EXERCISE DETAILS:
Emit all the data exactly as provided.

[Dataset records]
*** Block opens ***
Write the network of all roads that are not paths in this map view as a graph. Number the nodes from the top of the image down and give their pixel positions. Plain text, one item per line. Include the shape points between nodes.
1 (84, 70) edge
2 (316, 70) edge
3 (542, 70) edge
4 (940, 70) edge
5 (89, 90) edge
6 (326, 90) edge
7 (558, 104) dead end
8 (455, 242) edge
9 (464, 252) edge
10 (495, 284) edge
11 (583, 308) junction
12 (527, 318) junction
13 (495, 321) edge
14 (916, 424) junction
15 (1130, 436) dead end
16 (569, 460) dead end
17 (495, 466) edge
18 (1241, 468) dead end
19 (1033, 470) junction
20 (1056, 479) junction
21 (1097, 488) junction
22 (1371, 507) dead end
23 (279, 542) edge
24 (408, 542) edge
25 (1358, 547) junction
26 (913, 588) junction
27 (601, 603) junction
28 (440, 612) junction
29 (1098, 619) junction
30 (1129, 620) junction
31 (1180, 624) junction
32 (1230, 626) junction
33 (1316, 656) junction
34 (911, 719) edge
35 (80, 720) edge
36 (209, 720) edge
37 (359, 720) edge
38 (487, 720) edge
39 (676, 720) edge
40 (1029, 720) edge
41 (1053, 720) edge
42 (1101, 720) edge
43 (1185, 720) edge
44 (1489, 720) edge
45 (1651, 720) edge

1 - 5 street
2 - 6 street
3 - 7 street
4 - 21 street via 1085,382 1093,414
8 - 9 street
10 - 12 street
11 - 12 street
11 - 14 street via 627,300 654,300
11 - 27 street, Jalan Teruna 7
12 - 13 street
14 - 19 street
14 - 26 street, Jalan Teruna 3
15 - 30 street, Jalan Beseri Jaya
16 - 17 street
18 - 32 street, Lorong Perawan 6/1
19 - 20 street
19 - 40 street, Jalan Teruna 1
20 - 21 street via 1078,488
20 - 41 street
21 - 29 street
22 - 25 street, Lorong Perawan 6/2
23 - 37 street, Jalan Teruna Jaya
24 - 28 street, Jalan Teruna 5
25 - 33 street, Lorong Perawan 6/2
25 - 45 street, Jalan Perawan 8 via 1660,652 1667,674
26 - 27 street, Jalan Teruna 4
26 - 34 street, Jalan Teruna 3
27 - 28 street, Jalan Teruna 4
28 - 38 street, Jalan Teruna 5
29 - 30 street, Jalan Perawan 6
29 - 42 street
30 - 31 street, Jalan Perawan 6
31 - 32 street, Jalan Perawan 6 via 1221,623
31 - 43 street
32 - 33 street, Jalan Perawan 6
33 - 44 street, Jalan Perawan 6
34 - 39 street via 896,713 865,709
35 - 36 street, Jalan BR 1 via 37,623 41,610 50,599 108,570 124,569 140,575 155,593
*** Block closes ***
RESPONSE BOX:
Write the network of all roads that are not paths in this map view as a graph. Number the nodes from the top of the image down and give their pixel positions. Plain text, one item per line. Include the shape points between nodes.
1 (84, 70) edge
2 (316, 70) edge
3 (542, 70) edge
4 (940, 70) edge
5 (89, 90) edge
6 (326, 90) edge
7 (558, 104) dead end
8 (455, 242) edge
9 (464, 252) edge
10 (495, 284) edge
11 (583, 308) junction
12 (527, 318) junction
13 (495, 321) edge
14 (916, 424) junction
15 (1130, 436) dead end
16 (569, 460) dead end
17 (495, 466) edge
18 (1241, 468) dead end
19 (1033, 470) junction
20 (1056, 479) junction
21 (1097, 488) junction
22 (1371, 507) dead end
23 (279, 542) edge
24 (408, 542) edge
25 (1358, 547) junction
26 (913, 588) junction
27 (601, 603) junction
28 (440, 612) junction
29 (1098, 619) junction
30 (1129, 620) junction
31 (1180, 624) junction
32 (1230, 626) junction
33 (1316, 656) junction
34 (911, 719) edge
35 (80, 720) edge
36 (209, 720) edge
37 (359, 720) edge
38 (487, 720) edge
39 (676, 720) edge
40 (1029, 720) edge
41 (1053, 720) edge
42 (1101, 720) edge
43 (1185, 720) edge
44 (1489, 720) edge
45 (1651, 720) edge

1 - 5 street
2 - 6 street
3 - 7 street
4 - 21 street via 1085,382 1093,414
8 - 9 street
10 - 12 street
11 - 12 street
11 - 14 street via 627,300 654,300
11 - 27 street, Jalan Teruna 7
12 - 13 street
14 - 19 street
14 - 26 street, Jalan Teruna 3
15 - 30 street, Jalan Beseri Jaya
16 - 17 street
18 - 32 street, Lorong Perawan 6/1
19 - 20 street
19 - 40 street, Jalan Teruna 1
20 - 21 street via 1078,488
20 - 41 street
21 - 29 street
22 - 25 street, Lorong Perawan 6/2
23 - 37 street, Jalan Teruna Jaya
24 - 28 street, Jalan Teruna 5
25 - 33 street, Lorong Perawan 6/2
25 - 45 street, Jalan Perawan 8 via 1660,652 1667,674
26 - 27 street, Jalan Teruna 4
26 - 34 street, Jalan Teruna 3
27 - 28 street, Jalan Teruna 4
28 - 38 street, Jalan Teruna 5
29 - 30 street, Jalan Perawan 6
29 - 42 street
30 - 31 street, Jalan Perawan 6
31 - 32 street, Jalan Perawan 6 via 1221,623
31 - 43 street
32 - 33 street, Jalan Perawan 6
33 - 44 street, Jalan Perawan 6
34 - 39 street via 896,713 865,709
35 - 36 street, Jalan BR 1 via 37,623 41,610 50,599 108,570 124,569 140,575 155,593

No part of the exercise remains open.